:: YOUR ASSIGNMENT ::
Collect each line of the entries that holds the string "roads".

:: RECORDED DATA ::

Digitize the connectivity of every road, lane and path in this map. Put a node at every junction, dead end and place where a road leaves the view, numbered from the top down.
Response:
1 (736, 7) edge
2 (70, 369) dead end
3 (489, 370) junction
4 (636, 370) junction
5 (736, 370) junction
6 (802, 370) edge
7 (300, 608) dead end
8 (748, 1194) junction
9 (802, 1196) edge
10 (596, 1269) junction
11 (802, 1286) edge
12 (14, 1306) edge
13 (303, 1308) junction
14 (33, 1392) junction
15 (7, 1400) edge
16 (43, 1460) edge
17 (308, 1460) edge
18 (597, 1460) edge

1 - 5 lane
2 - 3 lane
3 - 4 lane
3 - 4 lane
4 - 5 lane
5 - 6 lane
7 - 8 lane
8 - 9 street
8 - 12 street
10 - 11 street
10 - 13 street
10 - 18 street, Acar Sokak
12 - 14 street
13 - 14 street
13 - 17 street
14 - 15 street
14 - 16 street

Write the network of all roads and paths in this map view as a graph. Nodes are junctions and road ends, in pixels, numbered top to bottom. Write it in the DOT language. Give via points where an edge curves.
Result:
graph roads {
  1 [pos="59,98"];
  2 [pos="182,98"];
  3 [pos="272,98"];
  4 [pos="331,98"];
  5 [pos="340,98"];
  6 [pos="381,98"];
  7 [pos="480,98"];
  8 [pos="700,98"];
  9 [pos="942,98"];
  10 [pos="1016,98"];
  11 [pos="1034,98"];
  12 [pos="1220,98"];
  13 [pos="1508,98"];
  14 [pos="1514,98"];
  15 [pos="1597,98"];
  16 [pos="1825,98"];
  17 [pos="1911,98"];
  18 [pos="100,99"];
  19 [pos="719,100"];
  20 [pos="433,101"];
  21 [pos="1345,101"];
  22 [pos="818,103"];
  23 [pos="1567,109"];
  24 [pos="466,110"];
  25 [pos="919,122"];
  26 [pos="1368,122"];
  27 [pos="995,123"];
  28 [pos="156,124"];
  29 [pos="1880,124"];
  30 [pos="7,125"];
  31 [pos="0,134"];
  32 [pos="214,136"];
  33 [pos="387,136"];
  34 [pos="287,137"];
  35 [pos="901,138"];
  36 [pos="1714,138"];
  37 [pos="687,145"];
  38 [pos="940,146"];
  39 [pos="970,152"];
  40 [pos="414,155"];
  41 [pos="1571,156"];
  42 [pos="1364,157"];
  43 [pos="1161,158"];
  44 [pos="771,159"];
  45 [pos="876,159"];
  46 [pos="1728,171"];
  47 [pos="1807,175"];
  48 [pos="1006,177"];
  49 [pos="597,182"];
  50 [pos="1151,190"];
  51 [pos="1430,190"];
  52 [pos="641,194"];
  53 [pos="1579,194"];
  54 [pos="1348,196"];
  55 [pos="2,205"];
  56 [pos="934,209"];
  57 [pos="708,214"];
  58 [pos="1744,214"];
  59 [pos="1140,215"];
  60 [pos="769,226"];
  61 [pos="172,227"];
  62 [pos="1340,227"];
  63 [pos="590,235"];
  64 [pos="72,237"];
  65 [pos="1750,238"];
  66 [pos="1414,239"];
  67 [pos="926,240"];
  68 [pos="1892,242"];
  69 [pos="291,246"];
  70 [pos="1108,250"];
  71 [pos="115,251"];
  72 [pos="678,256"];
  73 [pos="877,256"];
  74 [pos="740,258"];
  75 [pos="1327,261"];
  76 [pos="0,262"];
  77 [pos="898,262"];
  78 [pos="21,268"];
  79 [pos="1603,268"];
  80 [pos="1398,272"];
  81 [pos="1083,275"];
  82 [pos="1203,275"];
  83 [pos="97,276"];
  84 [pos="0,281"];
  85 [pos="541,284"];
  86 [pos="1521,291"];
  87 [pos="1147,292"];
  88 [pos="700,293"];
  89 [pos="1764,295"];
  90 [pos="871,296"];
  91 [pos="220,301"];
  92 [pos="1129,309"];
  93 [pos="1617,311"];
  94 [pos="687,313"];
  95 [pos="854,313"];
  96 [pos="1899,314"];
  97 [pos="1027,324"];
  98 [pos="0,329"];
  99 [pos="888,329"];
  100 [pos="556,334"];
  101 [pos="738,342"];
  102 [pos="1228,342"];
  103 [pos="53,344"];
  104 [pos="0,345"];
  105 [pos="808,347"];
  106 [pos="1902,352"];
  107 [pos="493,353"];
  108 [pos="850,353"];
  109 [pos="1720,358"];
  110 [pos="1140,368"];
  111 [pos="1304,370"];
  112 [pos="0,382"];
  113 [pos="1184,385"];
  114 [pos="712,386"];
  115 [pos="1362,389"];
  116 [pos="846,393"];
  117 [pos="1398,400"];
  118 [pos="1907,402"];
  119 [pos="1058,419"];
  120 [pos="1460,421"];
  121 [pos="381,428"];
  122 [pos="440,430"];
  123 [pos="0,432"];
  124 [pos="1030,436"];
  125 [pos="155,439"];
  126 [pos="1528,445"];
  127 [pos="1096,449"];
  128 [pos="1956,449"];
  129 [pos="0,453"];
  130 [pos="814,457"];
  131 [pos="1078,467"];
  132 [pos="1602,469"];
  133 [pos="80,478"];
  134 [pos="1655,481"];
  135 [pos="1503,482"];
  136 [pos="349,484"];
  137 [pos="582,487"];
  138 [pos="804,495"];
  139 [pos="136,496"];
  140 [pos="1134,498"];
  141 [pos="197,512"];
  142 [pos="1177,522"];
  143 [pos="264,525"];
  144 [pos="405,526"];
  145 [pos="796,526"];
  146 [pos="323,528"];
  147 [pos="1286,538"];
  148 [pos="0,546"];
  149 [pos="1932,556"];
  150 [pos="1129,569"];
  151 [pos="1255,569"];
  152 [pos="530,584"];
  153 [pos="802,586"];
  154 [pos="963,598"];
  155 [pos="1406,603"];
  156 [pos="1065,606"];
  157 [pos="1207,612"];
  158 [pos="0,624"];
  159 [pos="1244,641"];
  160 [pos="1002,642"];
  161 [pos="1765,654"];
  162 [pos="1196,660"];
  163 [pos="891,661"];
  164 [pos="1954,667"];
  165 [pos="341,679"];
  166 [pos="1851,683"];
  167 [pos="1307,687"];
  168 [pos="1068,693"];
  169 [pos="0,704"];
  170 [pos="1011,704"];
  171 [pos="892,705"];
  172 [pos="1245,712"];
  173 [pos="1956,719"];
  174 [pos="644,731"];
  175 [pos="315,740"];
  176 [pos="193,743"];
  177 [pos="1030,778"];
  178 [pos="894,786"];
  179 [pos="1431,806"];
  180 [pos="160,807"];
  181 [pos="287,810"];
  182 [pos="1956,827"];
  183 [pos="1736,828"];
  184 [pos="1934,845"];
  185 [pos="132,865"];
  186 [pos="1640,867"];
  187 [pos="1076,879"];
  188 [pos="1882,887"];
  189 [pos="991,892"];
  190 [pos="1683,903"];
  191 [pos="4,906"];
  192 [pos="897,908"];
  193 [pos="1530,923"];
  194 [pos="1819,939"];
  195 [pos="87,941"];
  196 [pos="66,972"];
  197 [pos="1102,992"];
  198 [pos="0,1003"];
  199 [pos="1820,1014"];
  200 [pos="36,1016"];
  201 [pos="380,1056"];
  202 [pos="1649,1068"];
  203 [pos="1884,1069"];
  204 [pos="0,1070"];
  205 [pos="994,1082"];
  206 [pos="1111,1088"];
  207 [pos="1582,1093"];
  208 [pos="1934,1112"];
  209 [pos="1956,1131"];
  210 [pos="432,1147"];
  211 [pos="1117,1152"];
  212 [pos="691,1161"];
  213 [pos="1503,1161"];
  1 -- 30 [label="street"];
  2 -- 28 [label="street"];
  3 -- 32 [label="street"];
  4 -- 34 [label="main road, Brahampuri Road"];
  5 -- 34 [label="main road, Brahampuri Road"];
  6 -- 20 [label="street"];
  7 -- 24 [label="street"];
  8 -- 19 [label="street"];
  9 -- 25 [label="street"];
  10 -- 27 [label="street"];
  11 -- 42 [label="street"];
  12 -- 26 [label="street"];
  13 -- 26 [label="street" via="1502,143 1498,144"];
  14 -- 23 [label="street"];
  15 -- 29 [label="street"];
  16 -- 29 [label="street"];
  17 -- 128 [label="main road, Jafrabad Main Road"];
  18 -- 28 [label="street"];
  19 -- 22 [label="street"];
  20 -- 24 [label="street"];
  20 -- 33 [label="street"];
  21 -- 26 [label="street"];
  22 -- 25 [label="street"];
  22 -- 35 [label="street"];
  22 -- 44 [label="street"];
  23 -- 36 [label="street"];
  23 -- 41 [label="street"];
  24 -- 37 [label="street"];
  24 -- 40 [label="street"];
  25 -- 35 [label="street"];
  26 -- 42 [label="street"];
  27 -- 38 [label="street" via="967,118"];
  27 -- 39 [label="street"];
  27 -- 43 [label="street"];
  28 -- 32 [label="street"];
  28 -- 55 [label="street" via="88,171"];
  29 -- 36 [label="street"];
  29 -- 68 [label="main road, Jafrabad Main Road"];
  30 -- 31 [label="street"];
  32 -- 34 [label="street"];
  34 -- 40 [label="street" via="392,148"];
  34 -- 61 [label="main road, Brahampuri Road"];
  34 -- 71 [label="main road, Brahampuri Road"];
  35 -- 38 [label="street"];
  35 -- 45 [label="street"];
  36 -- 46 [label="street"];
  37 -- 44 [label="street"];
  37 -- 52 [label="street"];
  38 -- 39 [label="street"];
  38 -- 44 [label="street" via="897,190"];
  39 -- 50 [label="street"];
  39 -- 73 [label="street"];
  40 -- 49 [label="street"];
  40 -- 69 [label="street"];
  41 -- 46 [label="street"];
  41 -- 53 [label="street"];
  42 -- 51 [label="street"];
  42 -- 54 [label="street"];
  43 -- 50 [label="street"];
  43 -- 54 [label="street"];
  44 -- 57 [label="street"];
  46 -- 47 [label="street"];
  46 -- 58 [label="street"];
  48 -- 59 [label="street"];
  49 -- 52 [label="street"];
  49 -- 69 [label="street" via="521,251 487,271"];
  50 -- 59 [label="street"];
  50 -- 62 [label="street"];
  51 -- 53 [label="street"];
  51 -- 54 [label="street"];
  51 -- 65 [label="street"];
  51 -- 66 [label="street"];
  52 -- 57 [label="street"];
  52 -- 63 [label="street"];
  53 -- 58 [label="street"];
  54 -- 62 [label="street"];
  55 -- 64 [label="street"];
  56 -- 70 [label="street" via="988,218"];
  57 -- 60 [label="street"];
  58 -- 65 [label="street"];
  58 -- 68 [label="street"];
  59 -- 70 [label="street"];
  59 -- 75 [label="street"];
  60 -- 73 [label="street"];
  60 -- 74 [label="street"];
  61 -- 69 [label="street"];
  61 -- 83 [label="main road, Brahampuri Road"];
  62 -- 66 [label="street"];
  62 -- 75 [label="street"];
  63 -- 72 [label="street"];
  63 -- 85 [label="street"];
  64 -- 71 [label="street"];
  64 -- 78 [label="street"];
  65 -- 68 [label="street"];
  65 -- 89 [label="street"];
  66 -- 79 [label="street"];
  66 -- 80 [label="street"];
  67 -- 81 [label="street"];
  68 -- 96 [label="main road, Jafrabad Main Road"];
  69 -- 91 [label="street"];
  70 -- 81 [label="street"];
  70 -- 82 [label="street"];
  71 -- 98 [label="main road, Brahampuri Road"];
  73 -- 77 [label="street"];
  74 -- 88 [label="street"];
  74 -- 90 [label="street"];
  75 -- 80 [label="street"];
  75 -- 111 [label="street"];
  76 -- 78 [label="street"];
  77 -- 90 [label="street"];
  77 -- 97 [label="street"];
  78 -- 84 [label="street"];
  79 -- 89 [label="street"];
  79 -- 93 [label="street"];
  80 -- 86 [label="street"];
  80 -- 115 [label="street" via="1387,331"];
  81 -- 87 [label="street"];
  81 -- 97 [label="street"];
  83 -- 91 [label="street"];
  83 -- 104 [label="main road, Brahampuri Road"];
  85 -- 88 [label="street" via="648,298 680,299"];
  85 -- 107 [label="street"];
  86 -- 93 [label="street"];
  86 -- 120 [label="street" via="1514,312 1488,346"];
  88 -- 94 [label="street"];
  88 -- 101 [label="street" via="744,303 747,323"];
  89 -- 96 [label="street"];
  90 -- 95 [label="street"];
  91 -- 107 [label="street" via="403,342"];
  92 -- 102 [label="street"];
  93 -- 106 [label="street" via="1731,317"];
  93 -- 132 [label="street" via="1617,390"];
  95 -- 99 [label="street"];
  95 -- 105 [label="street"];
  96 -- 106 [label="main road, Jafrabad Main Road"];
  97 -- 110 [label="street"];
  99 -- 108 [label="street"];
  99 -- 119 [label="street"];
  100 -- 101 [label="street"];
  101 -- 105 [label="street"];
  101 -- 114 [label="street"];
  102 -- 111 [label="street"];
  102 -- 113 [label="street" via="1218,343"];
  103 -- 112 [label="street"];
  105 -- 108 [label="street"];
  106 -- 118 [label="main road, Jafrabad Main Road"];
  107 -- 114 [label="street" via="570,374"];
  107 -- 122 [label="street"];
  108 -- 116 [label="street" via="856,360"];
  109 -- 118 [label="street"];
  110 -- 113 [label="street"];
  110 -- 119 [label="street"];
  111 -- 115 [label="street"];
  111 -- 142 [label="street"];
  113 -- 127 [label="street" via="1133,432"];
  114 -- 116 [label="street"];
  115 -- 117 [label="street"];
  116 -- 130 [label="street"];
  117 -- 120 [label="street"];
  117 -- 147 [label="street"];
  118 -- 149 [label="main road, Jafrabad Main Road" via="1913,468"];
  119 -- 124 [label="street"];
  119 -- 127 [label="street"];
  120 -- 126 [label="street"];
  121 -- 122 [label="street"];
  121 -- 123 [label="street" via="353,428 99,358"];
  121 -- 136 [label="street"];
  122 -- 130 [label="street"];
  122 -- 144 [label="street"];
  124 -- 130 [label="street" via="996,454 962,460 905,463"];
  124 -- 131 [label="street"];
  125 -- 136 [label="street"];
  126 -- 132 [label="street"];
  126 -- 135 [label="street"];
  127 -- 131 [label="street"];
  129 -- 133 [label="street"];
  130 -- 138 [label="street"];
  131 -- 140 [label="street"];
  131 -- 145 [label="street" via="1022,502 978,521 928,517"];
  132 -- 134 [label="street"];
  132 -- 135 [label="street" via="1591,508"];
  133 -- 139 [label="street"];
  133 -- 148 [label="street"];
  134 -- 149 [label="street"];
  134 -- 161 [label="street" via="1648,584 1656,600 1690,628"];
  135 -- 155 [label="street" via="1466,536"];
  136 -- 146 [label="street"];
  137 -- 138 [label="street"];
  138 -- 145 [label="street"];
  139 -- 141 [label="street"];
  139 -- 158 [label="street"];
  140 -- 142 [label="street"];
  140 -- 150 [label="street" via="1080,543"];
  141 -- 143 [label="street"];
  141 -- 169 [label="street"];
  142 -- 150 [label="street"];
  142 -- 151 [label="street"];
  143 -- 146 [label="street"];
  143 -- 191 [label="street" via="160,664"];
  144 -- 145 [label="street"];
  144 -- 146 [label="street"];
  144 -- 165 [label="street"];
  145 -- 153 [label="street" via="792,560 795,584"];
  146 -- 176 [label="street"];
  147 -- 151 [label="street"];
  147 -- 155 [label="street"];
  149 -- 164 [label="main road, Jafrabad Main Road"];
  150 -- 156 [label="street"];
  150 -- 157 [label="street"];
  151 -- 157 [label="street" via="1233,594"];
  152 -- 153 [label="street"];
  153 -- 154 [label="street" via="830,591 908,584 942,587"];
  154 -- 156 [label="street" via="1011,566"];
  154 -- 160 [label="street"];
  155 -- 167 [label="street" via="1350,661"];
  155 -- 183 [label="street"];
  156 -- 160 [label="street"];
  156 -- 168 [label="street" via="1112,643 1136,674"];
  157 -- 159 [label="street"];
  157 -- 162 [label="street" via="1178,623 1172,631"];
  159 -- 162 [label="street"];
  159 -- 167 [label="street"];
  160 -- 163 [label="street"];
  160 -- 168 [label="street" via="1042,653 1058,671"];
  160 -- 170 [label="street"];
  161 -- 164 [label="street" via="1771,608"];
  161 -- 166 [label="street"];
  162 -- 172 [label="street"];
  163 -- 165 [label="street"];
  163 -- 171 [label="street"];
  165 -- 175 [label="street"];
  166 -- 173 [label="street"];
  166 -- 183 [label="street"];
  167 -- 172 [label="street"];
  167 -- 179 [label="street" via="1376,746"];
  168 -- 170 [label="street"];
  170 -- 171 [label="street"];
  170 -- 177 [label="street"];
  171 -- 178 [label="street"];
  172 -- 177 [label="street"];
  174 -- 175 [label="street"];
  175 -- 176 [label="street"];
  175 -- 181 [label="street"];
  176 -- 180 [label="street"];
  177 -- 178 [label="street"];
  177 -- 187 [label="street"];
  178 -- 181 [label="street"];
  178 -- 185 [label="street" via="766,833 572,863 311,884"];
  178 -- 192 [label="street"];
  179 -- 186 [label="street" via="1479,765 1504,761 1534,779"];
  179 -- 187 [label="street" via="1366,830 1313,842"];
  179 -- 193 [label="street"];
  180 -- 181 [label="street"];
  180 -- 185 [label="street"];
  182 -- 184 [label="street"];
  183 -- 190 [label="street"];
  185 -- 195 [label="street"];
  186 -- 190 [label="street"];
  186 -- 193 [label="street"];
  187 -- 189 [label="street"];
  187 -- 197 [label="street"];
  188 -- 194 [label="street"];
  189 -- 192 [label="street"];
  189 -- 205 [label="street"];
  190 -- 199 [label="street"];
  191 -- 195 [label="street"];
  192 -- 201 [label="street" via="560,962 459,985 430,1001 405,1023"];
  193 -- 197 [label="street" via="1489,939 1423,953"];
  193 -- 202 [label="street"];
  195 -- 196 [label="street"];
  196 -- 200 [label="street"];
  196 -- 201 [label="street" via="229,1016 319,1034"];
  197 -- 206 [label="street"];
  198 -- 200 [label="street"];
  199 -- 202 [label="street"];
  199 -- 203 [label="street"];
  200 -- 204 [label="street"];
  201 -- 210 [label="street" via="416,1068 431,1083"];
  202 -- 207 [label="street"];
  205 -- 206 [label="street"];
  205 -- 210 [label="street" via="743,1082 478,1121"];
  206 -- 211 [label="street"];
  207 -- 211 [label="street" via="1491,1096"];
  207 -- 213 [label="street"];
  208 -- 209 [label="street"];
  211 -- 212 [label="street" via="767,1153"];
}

:: EXERCISE SOLUTION ::
Write the network of all roads and paths in this map view as a graph. Nodes are junctions and road ends, in pixels, numbered top to bottom. Write it in the DOT language. Give via points where an edge curves.
graph roads {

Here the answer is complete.